Day 42 – to Ekkerøy
The Varanger National Park was established in 2006 as an almost untouched natural wilderness practically free of technical intervention. It’s a wild place, and one can only imagine being here as a winter storm comes through.
During the night the wind had shifted round to the south, and it was noticeably warmer, perhaps double the temperature of yesterday, at 9C.
It was one of my pensive mornings, which the dog is used to now. I have the best ideas when I’m walking, and I like to mentally review my books when out. This means occasional stops to note them into the phone, as an email to myself..

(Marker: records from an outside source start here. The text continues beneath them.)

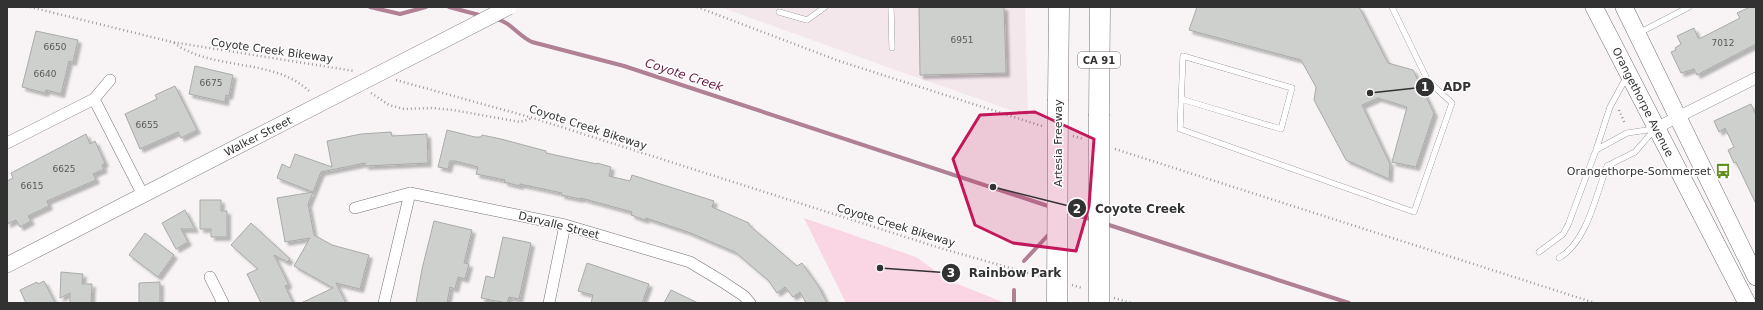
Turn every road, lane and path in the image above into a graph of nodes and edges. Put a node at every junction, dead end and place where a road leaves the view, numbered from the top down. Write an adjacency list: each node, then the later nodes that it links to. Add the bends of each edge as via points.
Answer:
1 (30, 7): 14 (path, Coyote Creek Bikeway)
2 (509, 7): 18 (main road, Walker Street, bridge)
3 (697, 7): 27 (path, via 839,61)
4 (825, 7): 12 (lane, via 807,20)
5 (891, 7): 15 (lane)
6 (1059, 7): 51 (highway, Artesia Freeway, bridge)
7 (1100, 7): 46 (highway, CA 91, bridge)
8 (1392, 7): 22 (lane, via 1428,81 1452,103 1414,212 1180,129)
9 (1594, 7): 16 (main road, Orangethorpe Avenue)
10 (1624, 7): 13 (main road, Orangethorpe Avenue)
11 (1689, 7): 13 (lane)
12 (780, 12)
13 (1637, 34): 25 (main road, Orangethorpe Avenue)
14 (172, 42): 18 (path, Coyote Creek Bikeway); 23 (path, via 192,54 269,71 294,80 305,86)
15 (892, 48)
16 (1628, 74): 29 (main road, Orangethorpe Avenue); 34 (lane, via 1610,107)
17 (1756, 78): 25 (street)
18 (359, 79): 23 (main road, Walker Street); 26 (path, via 389,105 404,110 453,110 520,122)
19 (392, 79): 26 (path, Coyote Creek Bikeway)
20 (110, 80): 21 (street)
21 (94, 99): 32 (street); 36 (street)
22 (1181, 99): 22 (lane, via 1183,56 1292,88 1281,129)
23 (322, 103): 36 (main road, Walker Street)
24 (1617, 108): 28 (path)
25 (1677, 117): 29 (street); 44 (main road, Orangethorpe Avenue)
26 (534, 118): 43 (path, Coyote Creek Bikeway, via 940,248)
27 (1043, 126)
28 (1627, 128)
29 (1656, 128): 34 (lane, via 1627,134); 40 (lane, via 1635,152 1607,166 1584,229 1574,246); 54 (main road, Orangethorpe Avenue)
30 (1066, 133): 31 (path)
31 (1088, 141)
32 (7, 143)
33 (1111, 148): 53 (path)
34 (1596, 150): 39 (lane, via 1568,225 1562,234)
35 (410, 193): 37 (street, Darvalle Street); 38 (street, Darvalle Street); 48 (street)
36 (143, 195): 41 (main road, Walker Street)
37 (355, 208)
38 (566, 225): 49 (street); 50 (street, Darvalle Street, via 690,262 744,296)
39 (1539, 252)
40 (1558, 258)
41 (7, 265)
42 (210, 277): 47 (street)
43 (1043, 277)
44 (1756, 277)
45 (1065, 283): 46 (path)
46 (1098, 296): 52 (path)
47 (223, 303)
48 (384, 303)
49 (549, 303)
50 (750, 303)
51 (1057, 303)
52 (1131, 303)
53 (1595, 303)
54 (1747, 303)

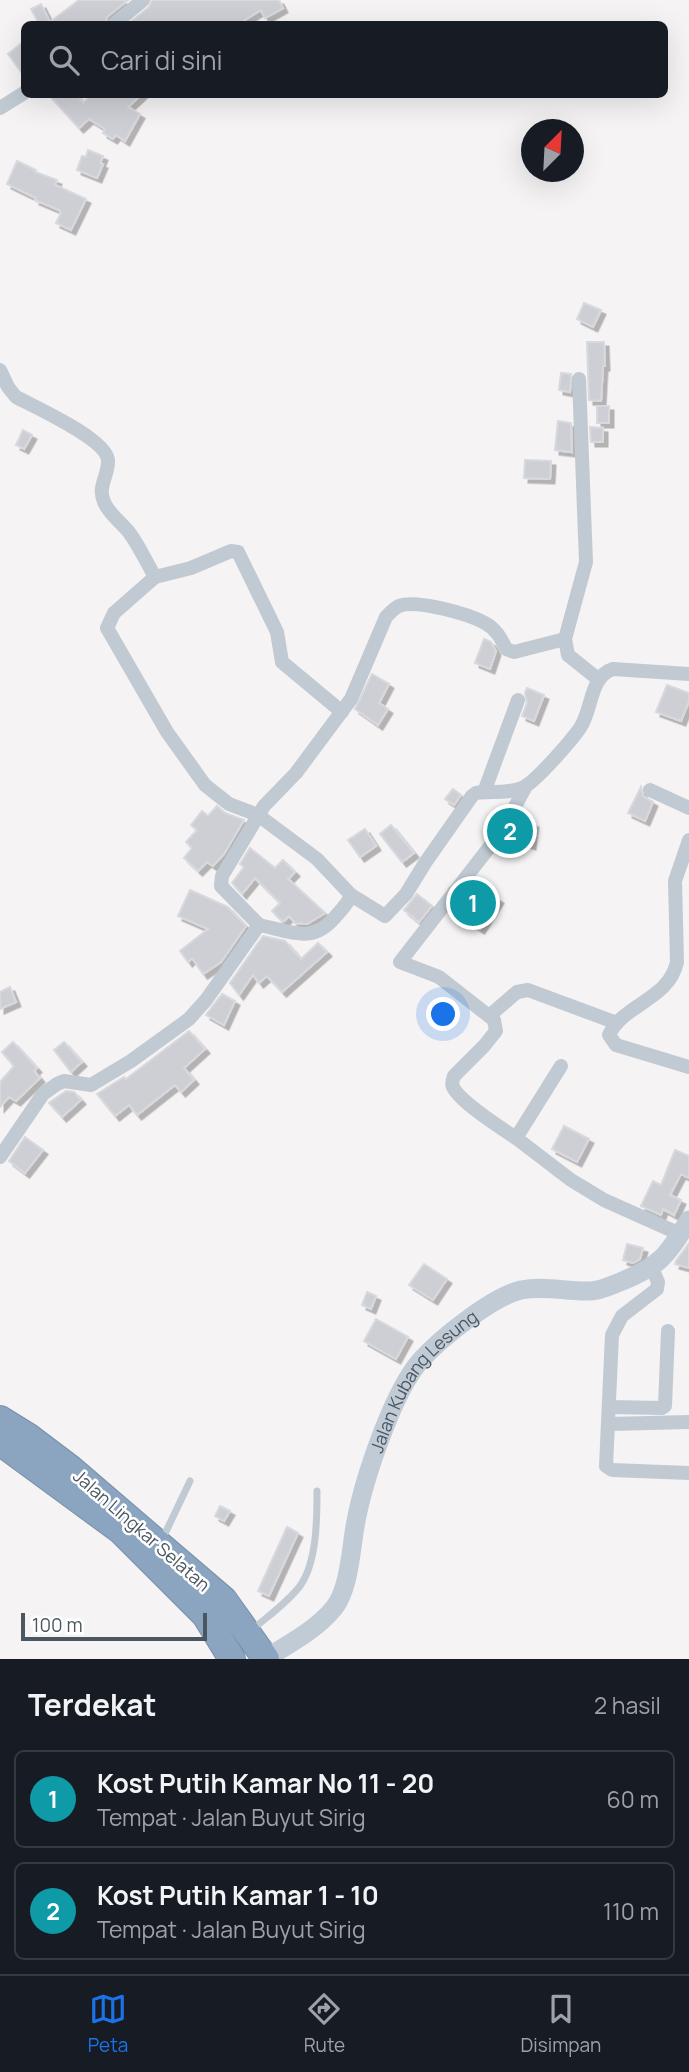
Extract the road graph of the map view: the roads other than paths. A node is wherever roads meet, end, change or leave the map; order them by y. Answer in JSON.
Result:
{"nodes":[{"id":1,"x":143,"y":0,"type":"edge"},
{"id":2,"x":118,"y":21,"type":"edge"},
{"id":3,"x":21,"y":95,"type":"edge"},
{"id":4,"x":0,"y":108,"type":"edge"},
{"id":5,"x":0,"y":370,"type":"edge"},
{"id":6,"x":579,"y":379,"type":"dead end"},
{"id":7,"x":155,"y":577,"type":"junction"},
{"id":8,"x":565,"y":639,"type":"junction"},
{"id":9,"x":689,"y":674,"type":"edge"},
{"id":10,"x":598,"y":679,"type":"junction"},
{"id":11,"x":518,"y":700,"type":"dead end"},
{"id":12,"x":342,"y":712,"type":"junction"},
{"id":13,"x":526,"y":786,"type":"junction"},
{"id":14,"x":650,"y":790,"type":"dead end"},
{"id":15,"x":484,"y":792,"type":"junction"},
{"id":16,"x":689,"y":808,"type":"edge"},
{"id":17,"x":258,"y":816,"type":"junction"},
{"id":18,"x":689,"y":840,"type":"edge"},
{"id":19,"x":454,"y":892,"type":"junction"},
{"id":20,"x":351,"y":895,"type":"junction"},
{"id":21,"x":471,"y":907,"type":"dead end"},
{"id":22,"x":259,"y":925,"type":"junction"},
{"id":23,"x":489,"y":1016,"type":"junction"},
{"id":24,"x":617,"y":1024,"type":"junction"},
{"id":25,"x":561,"y":1066,"type":"dead end"},
{"id":26,"x":689,"y":1067,"type":"edge"},
{"id":27,"x":516,"y":1138,"type":"junction"},
{"id":28,"x":0,"y":1157,"type":"edge"},
{"id":29,"x":685,"y":1227,"type":"edge"},
{"id":30,"x":652,"y":1268,"type":"junction"},
{"id":31,"x":668,"y":1331,"type":"dead end"},
{"id":32,"x":610,"y":1407,"type":"junction"},
{"id":33,"x":0,"y":1419,"type":"edge"},
{"id":34,"x":689,"y":1422,"type":"edge"},
{"id":35,"x":609,"y":1424,"type":"junction"},
{"id":36,"x":0,"y":1442,"type":"edge"},
{"id":37,"x":689,"y":1473,"type":"edge"},
{"id":38,"x":190,"y":1481,"type":"dead end"},
{"id":39,"x":317,"y":1491,"type":"dead end"},
{"id":40,"x":160,"y":1544,"type":"junction"},
{"id":41,"x":249,"y":1633,"type":"junction"},
{"id":42,"x":232,"y":1659,"type":"edge"},
{"id":43,"x":266,"y":1659,"type":"edge"}],
"edges":[{"from":1,"to":2,"type":"street"},
{"from":3,"to":4,"type":"street"},
{"from":5,"to":7,"type":"street"},
{"from":6,"to":8,"type":"street"},
{"from":7,"to":12,"type":"street"},
{"from":7,"to":17,"type":"street"},
{"from":8,"to":10,"type":"street"},
{"from":8,"to":12,"type":"street"},
{"from":9,"to":10,"type":"street"},
{"from":10,"to":13,"type":"street"},
{"from":11,"to":15,"type":"street"},
{"from":12,"to":17,"type":"street"},
{"from":13,"to":15,"type":"street"},
{"from":13,"to":19,"type":"street"},
{"from":14,"to":16,"type":"street"},
{"from":15,"to":20,"type":"street"},
{"from":17,"to":20,"type":"street"},
{"from":17,"to":22,"type":"street"},
{"from":18,"to":24,"type":"street"},
{"from":19,"to":21,"type":"street"},
{"from":19,"to":23,"type":"street"},
{"from":20,"to":22,"type":"street"},
{"from":22,"to":28,"type":"street"},
{"from":23,"to":24,"type":"street"},
{"from":23,"to":27,"type":"street"},
{"from":24,"to":26,"type":"street"},
{"from":25,"to":27,"type":"street"},
{"from":27,"to":29,"type":"street"},
{"from":29,"to":30,"type":"street","name":"Jalan Kubang Lesung"},
{"from":30,"to":32,"type":"street"},
{"from":30,"to":43,"type":"street","name":"Jalan Kubang Lesung"},
{"from":31,"to":32,"type":"street"},
{"from":32,"to":35,"type":"street"},
{"from":33,"to":40,"type":"highway","name":"Jalan Lingkar Selatan"},
{"from":34,"to":35,"type":"street"},
{"from":35,"to":37,"type":"street"},
{"from":36,"to":42,"type":"highway","name":"Jalan Lingkar Selatan"},
{"from":38,"to":40,"type":"lane"},
{"from":39,"to":41,"type":"lane"},
{"from":40,"to":41,"type":"highway","name":"Jalan Lingkar Selatan"},
{"from":41,"to":43,"type":"highway","name":"Jalan Lingkar Selatan"}]}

But today the mind wandered, I looked back at the people I’d met in the last few days in Finnish Lapland, and it struck me that they shared a condition, that I will call the ‘Year Of The Hare’ Effect; the CSI fisherman, the Remote First Aid lecturer and his wife, and the Political Scientist, to mention a few.
Year of the Hare is a book by the Finnish Lapland writer, Arto Paasilinna. It is about a journalist on the last day of his holiday in Lapland with a friend when in his car he runs over a hare. The hare has a broken leg, and the journalist cares for it, contacting his office back in the south to say he won’t be back at work, for a year.
When, on occasions, I took the train to London in my last years of working, from the Lake District, I found the contrast between our daily peace and quiet and the madness of the Euston departures and arrivals really difficult to handle, but I think the effect of the tranquility and wildness of the Arctic, somewhere like Lemmenjoki, must be even more so. The effect on busy office workers being that they rebel against returning.
Who lives in a house like this?

The outward leg of the walk took me past one of the dwellings that are scattered around, and I chatted briefly to the two guys working outside. These guys are Sámi reindeer herders, brothers, both in their 80s, for whom life has hardly changed over their years.

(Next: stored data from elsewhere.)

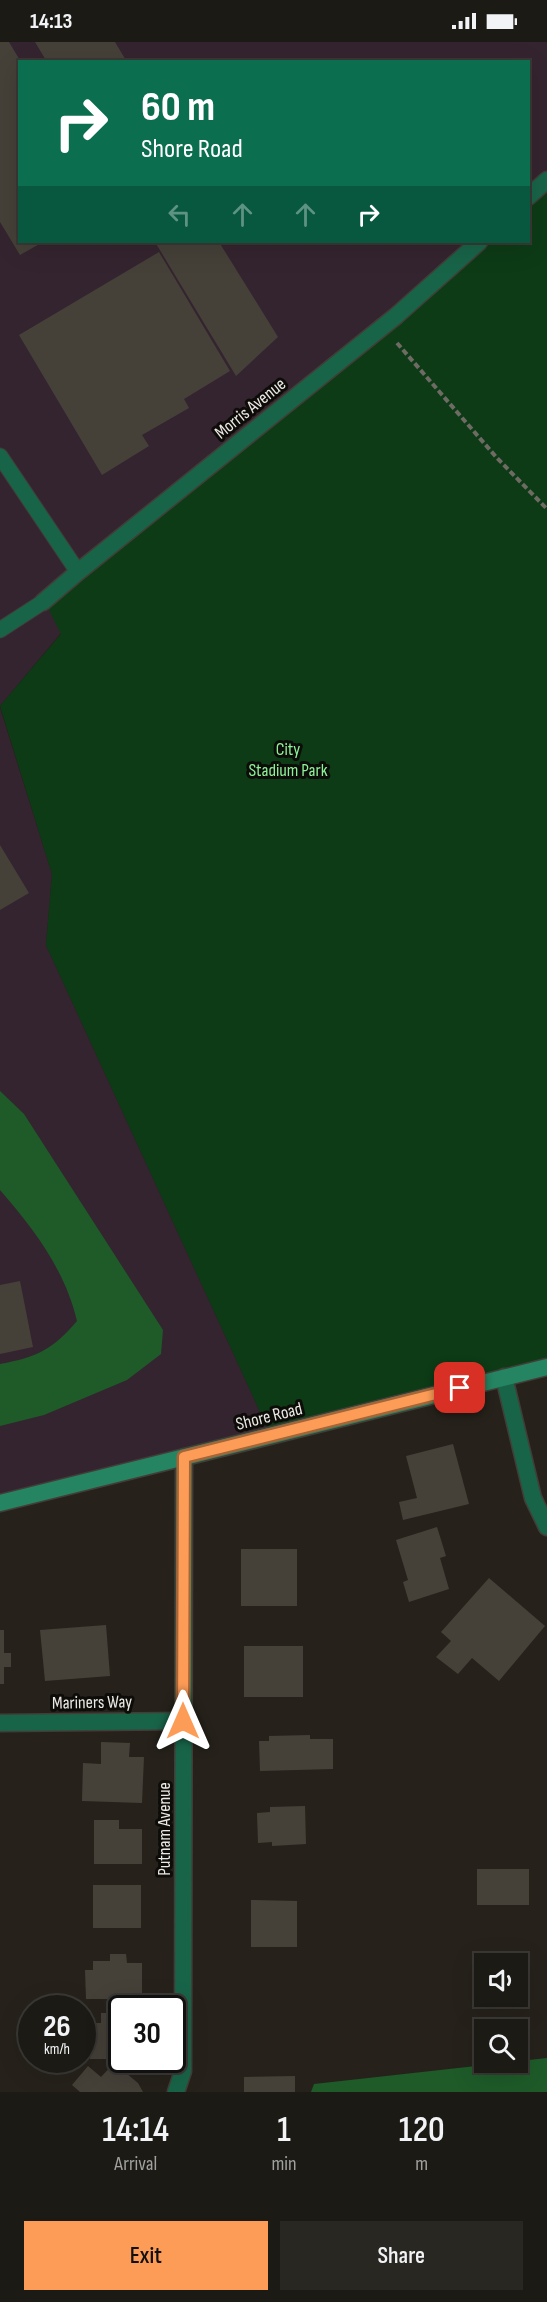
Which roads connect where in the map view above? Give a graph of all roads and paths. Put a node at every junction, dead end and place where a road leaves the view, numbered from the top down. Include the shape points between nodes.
1 (547, 180) edge
2 (530, 195) edge
3 (478, 243) edge
4 (383, 327) junction
5 (0, 456) edge
6 (547, 509) edge
7 (78, 572) junction
8 (43, 602) joint
9 (0, 630) edge
10 (547, 1367) edge
11 (504, 1377) junction
12 (184, 1457) junction
13 (0, 1503) edge
14 (547, 1527) edge
15 (183, 1721) junction
16 (0, 1723) edge
17 (176, 2092) edge

1 - 2 street
3 - 4 street, Morris Avenue
4 - 6 path via 497,458
4 - 7 street, Morris Avenue
5 - 7 lane
7 - 8 street, Morris Avenue
8 - 9 lane
10 - 11 main road, Shore Road
11 - 12 main road, Shore Road
11 - 14 street via 533,1498
12 - 13 main road, Shore Road
12 - 15 street, Putnam Avenue
15 - 16 street, Mariners Way
15 - 17 street, Putnam Avenue via 183,2071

A note that Lapland is how this areas of Finland, Norway and Sweden was formerly known, it is now called Sápmi.



Other than that we met no one.
Blueberries or rabbit shit? Not easy to tell apart. Either way, they go well with granola at breakfast.

Back at the van, I drove on twenty minutes to the coast, and the island of Ekkerøy, connected to the mainland by a causeway.
With the backdrop of Arctic Russia, just a few kilometres across the estuary, I settled in for the afternoon.